You care about avoiding that 3-seed that plays like a 1; that 5-seed that plays like a 2; that 11-seed that plays like a 5.
Those are the teams that are most intriguing, which is why we’ve put together a list of them. Seven have been split into three categories, because there are three different types of threats: the underseeded contender, the high-upside unknown, and the bubble team that first has to make the tournament before its threat can be confirmed. Without further ado …
7 March Madness opponents your team will want to avoid
7 March Madness opponents your team will want to avoid
Just about every objective metric or subjective test would have you believe that the Spartans are a top-six or -eight team in the country. Led by four fantastic sophomores, they rattled off 12 consecutive wins to close the regular season. They’re talented and balanced – top 25 nationally in 2-point and 3-point field goal percentage, top 10 in adjusted efficiency at both ends. They share the ball better than anybody else.
But the few metrics the selection committee will use are the ones that downplay Sparty’s accomplishments. Its 29-4 record will be weighed down by a weak, four-bid Big Ten and a 2-4 mark against NCAA tournament teams. Those résumé holes will likely bump Michigan State down to a 3-seed. But don’t let them fool you. This is a bona fide national title contender. Twelve or 13 days of rest before its tourney opener will prove beneficial. And a couple of fellow contenders will be cursing under their breath on Sunday when they see the Spartans in their region.

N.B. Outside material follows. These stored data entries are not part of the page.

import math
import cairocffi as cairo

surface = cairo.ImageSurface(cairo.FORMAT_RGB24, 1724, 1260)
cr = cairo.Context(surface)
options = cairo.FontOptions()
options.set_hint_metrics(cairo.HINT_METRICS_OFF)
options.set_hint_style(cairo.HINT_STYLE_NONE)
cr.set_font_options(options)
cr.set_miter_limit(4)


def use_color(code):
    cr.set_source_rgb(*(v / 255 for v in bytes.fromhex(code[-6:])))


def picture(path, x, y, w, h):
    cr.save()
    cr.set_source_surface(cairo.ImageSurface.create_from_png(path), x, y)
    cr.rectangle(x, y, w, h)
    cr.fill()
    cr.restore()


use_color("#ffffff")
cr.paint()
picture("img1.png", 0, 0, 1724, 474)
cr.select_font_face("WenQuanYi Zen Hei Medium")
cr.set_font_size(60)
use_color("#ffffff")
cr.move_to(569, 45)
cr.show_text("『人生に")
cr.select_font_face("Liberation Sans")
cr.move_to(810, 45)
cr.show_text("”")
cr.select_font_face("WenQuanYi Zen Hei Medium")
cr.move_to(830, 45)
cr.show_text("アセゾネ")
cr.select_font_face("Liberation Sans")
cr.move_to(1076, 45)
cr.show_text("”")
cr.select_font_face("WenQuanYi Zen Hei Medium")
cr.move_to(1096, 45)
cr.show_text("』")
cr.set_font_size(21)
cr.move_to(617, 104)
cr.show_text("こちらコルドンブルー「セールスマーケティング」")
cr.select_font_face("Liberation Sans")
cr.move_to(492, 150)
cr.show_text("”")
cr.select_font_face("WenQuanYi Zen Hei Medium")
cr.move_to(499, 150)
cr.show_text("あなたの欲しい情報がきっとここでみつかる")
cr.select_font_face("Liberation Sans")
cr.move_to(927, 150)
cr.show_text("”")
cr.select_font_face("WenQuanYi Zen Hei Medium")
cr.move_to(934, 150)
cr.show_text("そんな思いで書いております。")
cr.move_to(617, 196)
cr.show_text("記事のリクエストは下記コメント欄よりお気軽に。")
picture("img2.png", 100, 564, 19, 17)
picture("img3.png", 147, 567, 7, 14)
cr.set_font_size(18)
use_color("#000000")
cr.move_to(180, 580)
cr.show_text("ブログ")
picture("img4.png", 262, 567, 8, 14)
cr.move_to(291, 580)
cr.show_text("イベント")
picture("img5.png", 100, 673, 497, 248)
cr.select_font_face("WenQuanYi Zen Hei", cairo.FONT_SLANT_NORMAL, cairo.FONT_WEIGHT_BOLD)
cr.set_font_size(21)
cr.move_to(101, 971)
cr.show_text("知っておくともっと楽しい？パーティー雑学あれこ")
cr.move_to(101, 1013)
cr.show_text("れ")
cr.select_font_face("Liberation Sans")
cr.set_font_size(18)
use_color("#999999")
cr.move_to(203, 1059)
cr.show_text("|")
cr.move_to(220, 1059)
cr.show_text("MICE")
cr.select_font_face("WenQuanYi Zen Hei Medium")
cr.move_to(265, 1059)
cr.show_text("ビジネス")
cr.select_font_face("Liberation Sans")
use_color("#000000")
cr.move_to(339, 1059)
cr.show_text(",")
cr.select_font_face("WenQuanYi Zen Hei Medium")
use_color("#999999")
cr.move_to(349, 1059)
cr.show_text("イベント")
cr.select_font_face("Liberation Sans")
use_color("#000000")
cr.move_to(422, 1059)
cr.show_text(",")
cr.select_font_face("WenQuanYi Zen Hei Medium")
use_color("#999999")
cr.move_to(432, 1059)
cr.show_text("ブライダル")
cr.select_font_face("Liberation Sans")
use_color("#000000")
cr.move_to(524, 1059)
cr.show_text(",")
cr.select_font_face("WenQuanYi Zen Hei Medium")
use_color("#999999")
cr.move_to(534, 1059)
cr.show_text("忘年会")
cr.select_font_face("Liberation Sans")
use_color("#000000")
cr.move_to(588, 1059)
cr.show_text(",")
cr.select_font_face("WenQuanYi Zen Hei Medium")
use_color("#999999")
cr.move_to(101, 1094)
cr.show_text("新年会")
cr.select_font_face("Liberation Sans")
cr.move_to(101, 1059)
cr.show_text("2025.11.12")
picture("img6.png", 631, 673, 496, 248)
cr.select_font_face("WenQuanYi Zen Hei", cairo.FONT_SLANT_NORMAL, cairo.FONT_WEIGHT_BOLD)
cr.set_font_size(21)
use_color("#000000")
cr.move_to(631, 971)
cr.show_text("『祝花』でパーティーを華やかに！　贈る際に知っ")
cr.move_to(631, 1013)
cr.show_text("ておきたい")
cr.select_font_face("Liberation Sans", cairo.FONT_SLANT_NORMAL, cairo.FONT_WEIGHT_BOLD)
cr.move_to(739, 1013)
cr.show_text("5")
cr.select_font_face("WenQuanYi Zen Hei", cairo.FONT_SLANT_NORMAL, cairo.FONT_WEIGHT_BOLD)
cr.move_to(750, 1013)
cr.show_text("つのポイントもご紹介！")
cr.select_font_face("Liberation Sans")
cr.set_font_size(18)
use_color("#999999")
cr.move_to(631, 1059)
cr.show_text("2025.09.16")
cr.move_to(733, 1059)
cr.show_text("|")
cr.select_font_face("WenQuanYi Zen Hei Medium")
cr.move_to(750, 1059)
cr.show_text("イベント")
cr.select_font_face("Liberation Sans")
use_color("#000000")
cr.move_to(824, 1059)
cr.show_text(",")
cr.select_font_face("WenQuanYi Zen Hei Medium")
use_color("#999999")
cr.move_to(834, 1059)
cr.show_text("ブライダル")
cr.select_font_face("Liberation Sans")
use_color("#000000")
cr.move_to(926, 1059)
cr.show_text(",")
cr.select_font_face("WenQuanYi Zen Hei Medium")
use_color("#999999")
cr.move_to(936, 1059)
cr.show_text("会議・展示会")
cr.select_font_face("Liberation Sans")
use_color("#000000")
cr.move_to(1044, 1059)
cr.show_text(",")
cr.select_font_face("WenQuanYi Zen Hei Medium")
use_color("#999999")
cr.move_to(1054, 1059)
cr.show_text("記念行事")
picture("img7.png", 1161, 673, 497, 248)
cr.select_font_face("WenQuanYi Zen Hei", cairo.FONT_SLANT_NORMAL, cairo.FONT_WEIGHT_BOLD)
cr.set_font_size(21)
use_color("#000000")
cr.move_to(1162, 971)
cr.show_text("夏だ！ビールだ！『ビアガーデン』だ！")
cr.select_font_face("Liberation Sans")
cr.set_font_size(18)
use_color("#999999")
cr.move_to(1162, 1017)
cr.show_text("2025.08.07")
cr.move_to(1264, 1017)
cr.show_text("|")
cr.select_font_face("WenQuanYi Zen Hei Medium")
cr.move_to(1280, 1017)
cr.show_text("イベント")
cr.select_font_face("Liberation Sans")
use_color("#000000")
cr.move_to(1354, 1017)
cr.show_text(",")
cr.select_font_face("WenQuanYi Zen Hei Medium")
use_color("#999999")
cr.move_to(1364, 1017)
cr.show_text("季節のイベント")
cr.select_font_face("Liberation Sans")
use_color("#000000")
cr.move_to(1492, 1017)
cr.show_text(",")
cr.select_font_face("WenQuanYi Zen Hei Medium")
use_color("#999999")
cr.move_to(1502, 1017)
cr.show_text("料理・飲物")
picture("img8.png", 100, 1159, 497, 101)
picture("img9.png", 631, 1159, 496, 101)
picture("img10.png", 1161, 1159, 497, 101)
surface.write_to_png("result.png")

You know that team you bookmark weeks before Selection Sunday as a dark horse? And then you spend those weeks desperately hoping the team doesn’t go mainstream, so they can be your bold Final Four pick come mid-March?
That, for a lot of people, was Michigan this year. And unfortunately for those people, the Wolverines did go mainstream. They won the Big Ten Tournament, beating both Michigan State and Purdue along the way, and probably played their way up to a 3-seed. They’ll be a 4 at the very least.

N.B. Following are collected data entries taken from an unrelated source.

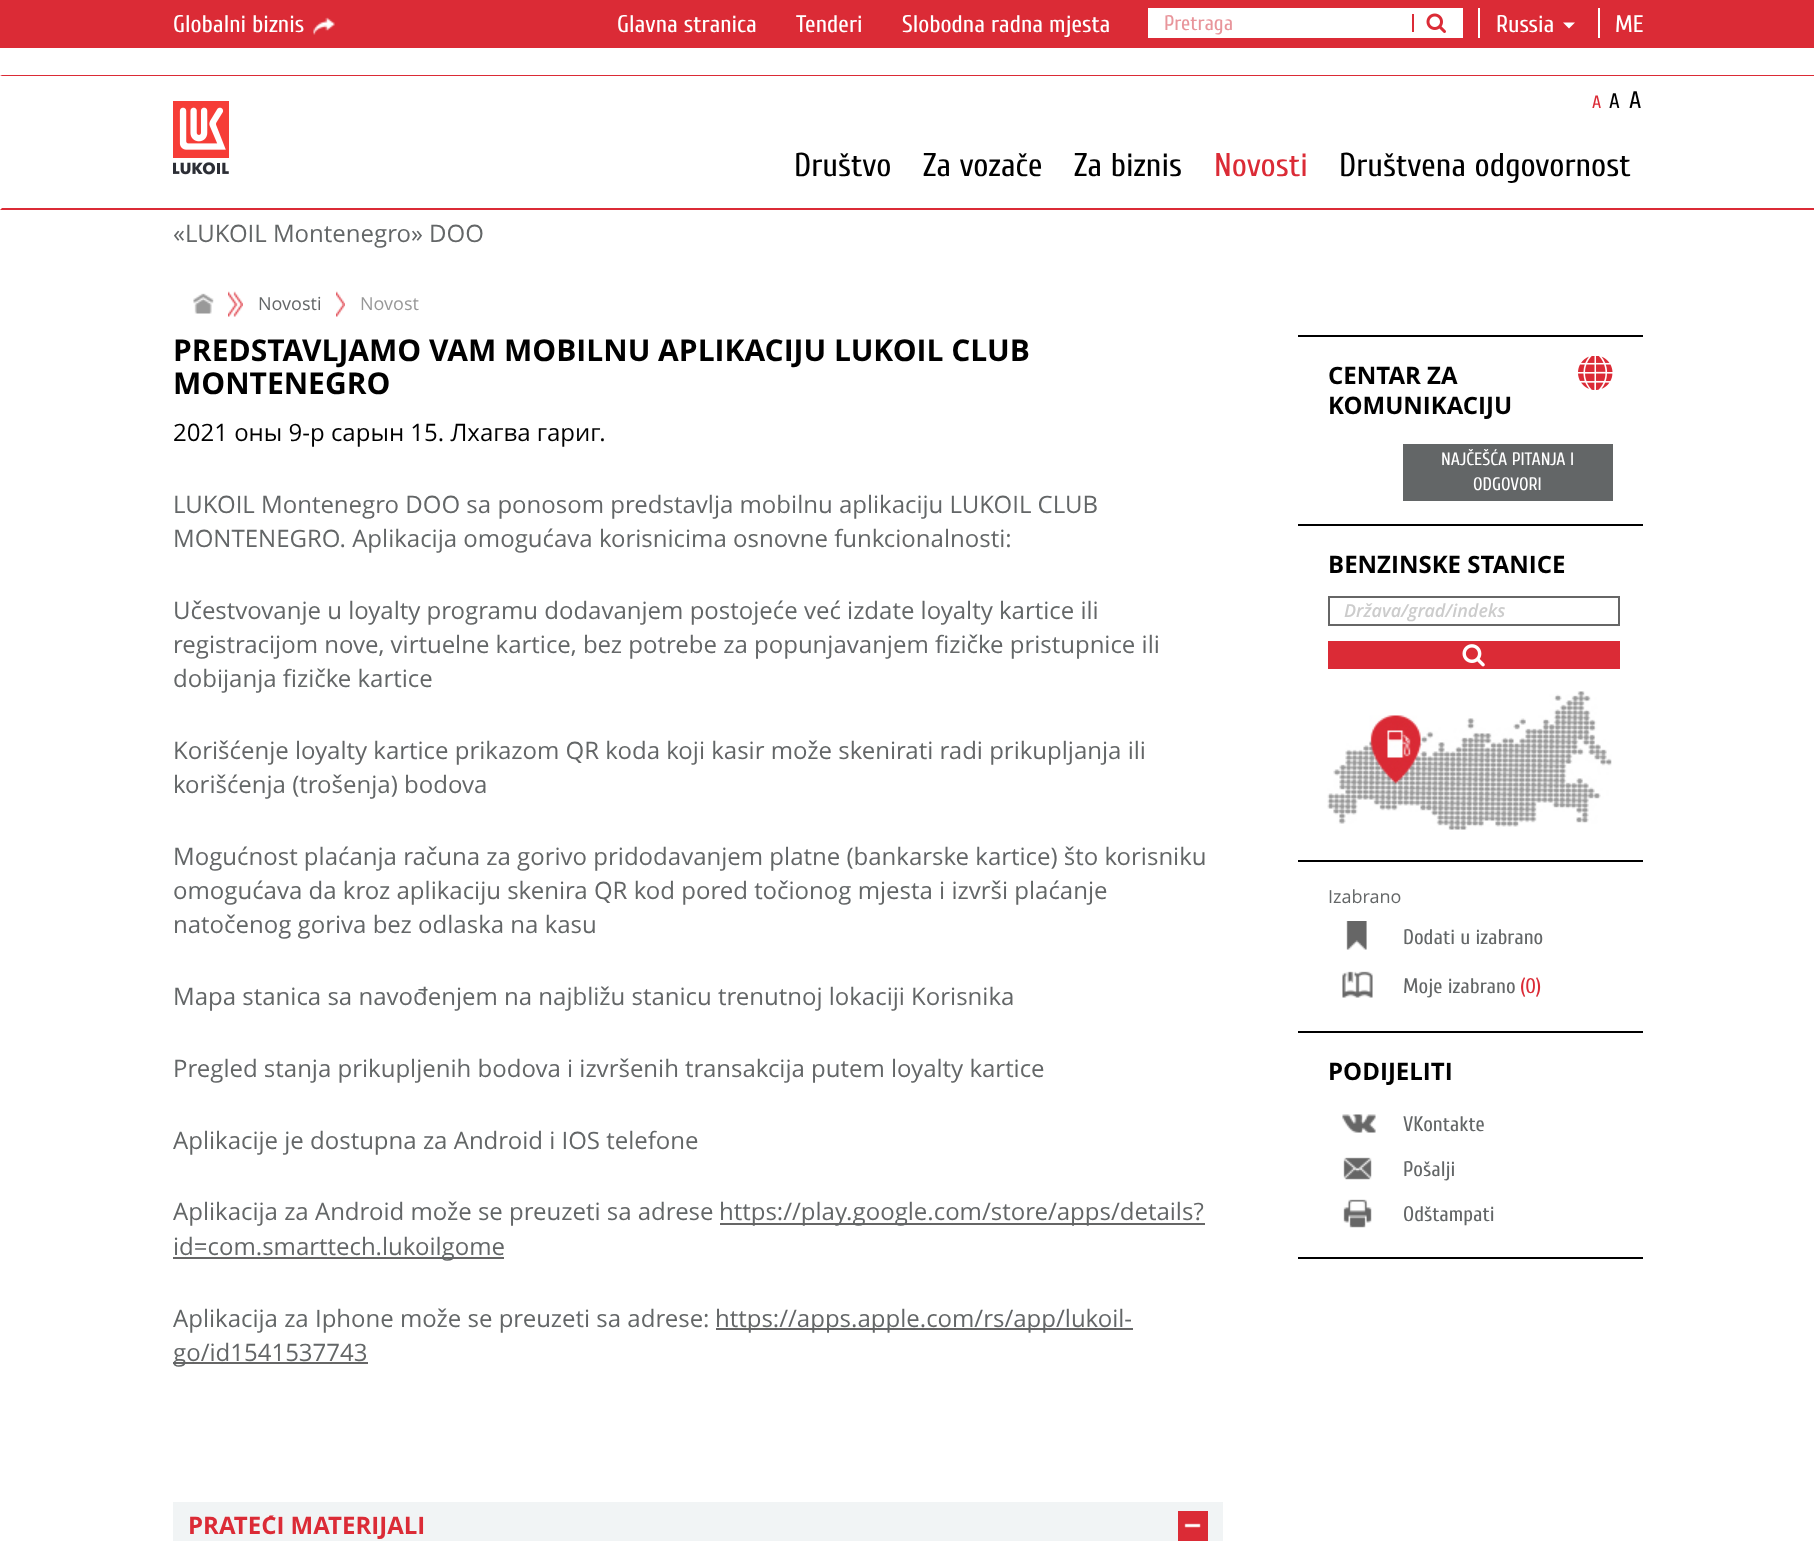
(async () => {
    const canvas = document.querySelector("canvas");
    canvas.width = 1814;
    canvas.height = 1541;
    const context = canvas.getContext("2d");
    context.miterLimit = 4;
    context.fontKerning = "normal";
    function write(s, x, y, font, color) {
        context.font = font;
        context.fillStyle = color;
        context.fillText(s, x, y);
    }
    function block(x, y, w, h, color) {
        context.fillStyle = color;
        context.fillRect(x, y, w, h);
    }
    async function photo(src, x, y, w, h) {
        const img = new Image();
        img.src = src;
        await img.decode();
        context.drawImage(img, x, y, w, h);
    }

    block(0, 0, 1814, 1541, "rgb(255, 255, 255)");
    block(0, 0, 1814, 48, "rgb(219, 43, 54)");
    write("Globalni biznis", 173, 32, "24px Cuprum", "rgb(255, 255, 255)");
    await photo("media/1.png", 313, 17, 22, 18);
    write("Glavna stranica", 617, 32, "24px Cuprum", "rgb(255, 255, 255)");
    write("Tenderi", 796, 32, "24px Cuprum", "rgb(255, 255, 255)");
    write("Slobodna radna mjesta", 902, 32, "24px Cuprum", "rgb(255, 255, 255)");
    block(1148, 8, 315, 30, "rgb(255, 255, 255)");
    block(1412, 14, 2, 18, "rgb(219, 43, 54)");
    await photo("media/2.png", 1426, 13, 20, 20);
    write("Pretraga", 1164, 30, "21px Cuprum", "rgb(232, 149, 155)");
    block(1478, 8, 2, 30, "rgb(255, 255, 255)");
    write("Russia", 1496, 32, "24px Cuprum", "rgb(255, 255, 255)");
    context.beginPath();
    context.moveTo(1563, 22.5);
    context.lineTo(1575, 22.5);
    context.lineTo(1569, 28.5);
    context.closePath();
    context.fill();
    block(1598, 8, 2, 30, "rgb(255, 255, 255)");
    write("ME", 1615, 32, "24px Cuprum", "rgb(255, 255, 255)");
    context.fillStyle = "rgb(219, 43, 54)";
    context.beginPath();
    context.moveTo(0, 75);
    context.lineTo(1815, 75);
    context.lineTo(1814, 76);
    context.lineTo(2, 76);
    context.closePath();
    context.fill();
    context.beginPath();
    context.moveTo(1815, 210);
    context.lineTo(0, 210);
    context.lineTo(2, 208);
    context.lineTo(1814, 208);
    context.closePath();
    context.fill();
    await photo("media/3.png", 173, 101, 56, 74);
    write("A", 1592, 108, "18px Cuprum", "rgb(219, 43, 54)");
    write("A", 1609, 108, "21px Cuprum", "rgb(0, 0, 0)");
    write("A", 1629, 108, "24px Cuprum", "rgb(0, 0, 0)");
    write("Društvo", 794, 176, "33px Cuprum", "rgb(0, 0, 0)");
    write("Za vozače", 923, 176, "33px Cuprum", "rgb(0, 0, 0)");
    write("Za biznis", 1074, 176, "33px Cuprum", "rgb(0, 0, 0)");
    write("Novosti", 1214, 176, "33px Cuprum", "rgb(219, 43, 54)");
    write("Društvena odgovornost", 1339, 176, "33px Cuprum", "rgb(0, 0, 0)");
    write("«LUKOIL Montenegro» DOO", 173, 242, "24px Open Sans", "rgb(99, 102, 103)");
    await photo("media/4.png", 193, 293, 21, 21);
    await photo("media/5.png", 228, 291, 15, 26);
    write("Novosti", 258, 310, "18px Open Sans", "rgb(99, 102, 103)");
    await photo("media/6.png", 336, 291, 9, 26);
    write("Novost", 360, 310, "18px Open Sans", "rgb(152, 152, 152)");
    write("PREDSTAVLJAMO VAM MOBILNU APLIKACIJU LUKOIL CLUB", 173, 361, "bold 30px Open Sans", "rgb(0, 0, 0)");
    write("MONTENEGRO", 173, 394, "bold 30px Open Sans", "rgb(0, 0, 0)");
    write("2021 оны 9-р сарын 15. Лхагва гариг.", 173, 441, "24px Open Sans", "rgb(0, 0, 0)");
    write("LUKOIL Montenegro DOO sa ponosom predstavlja mobilnu aplikaciju LUKOIL CLUB", 173, 513, "24px Open Sans", "rgb(99, 102, 103)");
    write("MONTENEGRO. Aplikacija omogućava korisnicima osnovne funkcionalnosti:", 173, 547, "24px Open Sans", "rgb(99, 102, 103)");
    write("Učestvovanje u loyalty programu dodavanjem postojeće već izdate loyalty kartice ili", 173, 619, "24px Open Sans", "rgb(99, 102, 103)");
    write("registracijom nove, virtuelne kartice, bez potrebe za popunjavanjem fizičke pristupnice ili", 173, 653, "24px Open Sans", "rgb(99, 102, 103)");
    write("dobijanja fizičke kartice", 173, 687, "24px Open Sans", "rgb(99, 102, 103)");
    write("Korišćenje loyalty kartice prikazom QR koda koji kasir može skenirati radi prikupljanja ili", 173, 759, "24px Open Sans", "rgb(99, 102, 103)");
    write("korišćenja (trošenja) bodova", 173, 793, "24px Open Sans", "rgb(99, 102, 103)");
    write("Mogućnost plaćanja računa za gorivo pridodavanjem platne (bankarske kartice) što korisniku", 173, 865, "24px Open Sans", "rgb(99, 102, 103)");
    write("omogućava da kroz aplikaciju skenira QR kod pored točionog mjesta i izvrši plaćanje", 173, 899, "24px Open Sans", "rgb(99, 102, 103)");
    write("natočenog goriva bez odlaska na kasu", 173, 933, "24px Open Sans", "rgb(99, 102, 103)");
    write("Mapa stanica sa navođenjem na najbližu stanicu trenutnoj lokaciji Korisnika", 173, 1005, "24px Open Sans", "rgb(99, 102, 103)");
    write("Pregled stanja prikupljenih bodova i izvršenih transakcija putem loyalty kartice", 173, 1077, "24px Open Sans", "rgb(99, 102, 103)");
    write("Aplikacije je dostupna za Android i IOS telefone", 173, 1149, "24px Open Sans", "rgb(99, 102, 103)");
    write("Aplikacija za Android može se preuzeti sa adrese", 173, 1220, "24px Open Sans", "rgb(99, 102, 103)");
    block(720, 1223, 485, 2, "rgb(102, 102, 102)");
    write("https://play.google.com/store/apps/details?", 719, 1220, "24px Open Sans", "rgb(99, 102, 103)");
    block(173, 1257, 331, 2, "rgb(102, 102, 102)");
    write("id=com.smarttech.lukoilgome", 173, 1255, "24px Open Sans", "rgb(99, 102, 103)");
    write("Aplikacija za Iphone može se preuzeti sa adrese:", 173, 1327, "24px Open Sans", "rgb(99, 102, 103)");
    block(716, 1328, 417, 2, "rgb(102, 102, 102)");
    write("https://apps.apple.com/rs/app/lukoil-", 715, 1327, "24px Open Sans", "rgb(99, 102, 103)");
    block(173, 1362, 195, 2, "rgb(102, 102, 102)");
    write("go/id1541537743", 173, 1361, "24px Open Sans", "rgb(99, 102, 103)");
    context.strokeStyle = "rgb(241, 244, 245)";
    context.lineWidth = 2;
    context.strokeRect(174, 1503, 1048, 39);
    block(175, 1504, 1046, 37, "rgb(241, 244, 245)");
    write("PRATEĆI MATERIJALI", 188, 1534, "bold 24px Open Sans", "rgb(219, 43, 54)");
    block(1178, 1511, 30, 30, "rgb(219, 43, 54)");
    await photo("media/7.png", 1184, 1523, 17, 5);
    block(1298, 335, 345, 2, "rgb(0, 0, 0)");
    block(1298, 524, 345, 2, "rgb(0, 0, 0)");
    write("CENTAR ZA", 1328, 384, "bold 24px Open Sans", "rgb(0, 0, 0)");
    await photo("media/8.png", 1578, 356, 35, 34);
    write("KOMUNIKACIJU", 1328, 414, "bold 24px Open Sans", "rgb(0, 0, 0)");
    block(1403, 444, 210, 57, "rgb(99, 102, 103)");
    write("NAJČEŠĆA PITANJA I", 1441, 465, "18px Cuprum", "rgb(255, 255, 255)");
    write("ODGOVORI", 1473, 490, "18px Cuprum", "rgb(255, 255, 255)");
    block(1298, 860, 345, 2, "rgb(0, 0, 0)");
    write("BENZINSKE STANICE", 1328, 573, "bold 24px Open Sans", "rgb(0, 0, 0)");
    context.strokeStyle = "rgb(102, 102, 102)";
    context.strokeRect(1329, 597, 290, 28);
    write("Država/grad/indeks", 1344, 617, "italic 600 18px Open Sans", "rgb(204, 204, 204)");
    block(1328, 641, 292, 28, "rgb(219, 43, 54)");
    await photo("media/9.png", 1462, 644, 23, 23);
    await photo("media/10.png", 1327, 691, 285, 139);
    block(1298, 1031, 345, 2, "rgb(0, 0, 0)");
    write("Izabrano", 1328, 903, "18px Open Sans", "rgb(99, 102, 103)");
    await photo("media/11.png", 1346, 921, 21, 29);
    write("Dodati u izabrano", 1403, 944, "21px Cuprum", "rgb(99, 102, 103)");
    await photo("media/12.png", 1342, 971, 31, 27);
    write("Moje izabrano", 1403, 993, "21px Cuprum", "rgb(99, 102, 103)");
    write("(0)", 1520, 993, "21px Cuprum", "rgb(219, 43, 54)");
    block(1298, 1257, 345, 2, "rgb(0, 0, 0)");
    write("PODIJELITI", 1328, 1080, "bold 24px Open Sans", "rgb(0, 0, 0)");
    await photo("media/13.png", 1342, 1114, 34, 19);
    write("VKontakte", 1403, 1131, "21px Cuprum", "rgb(99, 102, 103)");
    await photo("media/14.png", 1343, 1157, 29, 23);
    write("Pošalji", 1403, 1176, "21px Cuprum", "rgb(99, 102, 103)");
    await photo("media/15.png", 1343, 1199, 29, 29);
    write("Odštampati", 1403, 1221, "21px Cuprum", "rgb(99, 102, 103)");
})();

The Maize and Blue, however, still belong on this list. That’s how good they are. That’s how good they’ve been over the past month. They’ve won nine in a row. After riding a top-five offense to the Sweet 16 a year ago, they’ve become an elite defensive team with a legitimate eight-man rotation, experience, and a nightmarish stretch-five matchup in Moritz Wagner.
It’s amazing what one year – and really what just a few games – can do for a program’s March reputation. For over a decade, a four-loss Gonzaga team headed for a top-four seed would have been viewed with skepticism. It would have been seen as unproven, probably overrated, and perhaps even fraudulent.
In 2018, though, 12 months after Mark Few’s squad reached their first Final Four, four-loss Gonzaga is a consensus top-10 team that won’t be seeded as such.
Its schedule was still light by major-conference standards, and it lost to the one national title-contender it met during the regular season, but the credentials earned last March haven’t expired. Half of the 2016-17 rotation is back. Sophomore Killian Tillie and redshirt freshman Zach Norvell have excelled in prominent roles. Few doesn’t quite have the top-end talent – nor the two 7-footers – that he rode to the title game last year, but he absolutely has a Final Four contender that can hang with any of its power-conference peers.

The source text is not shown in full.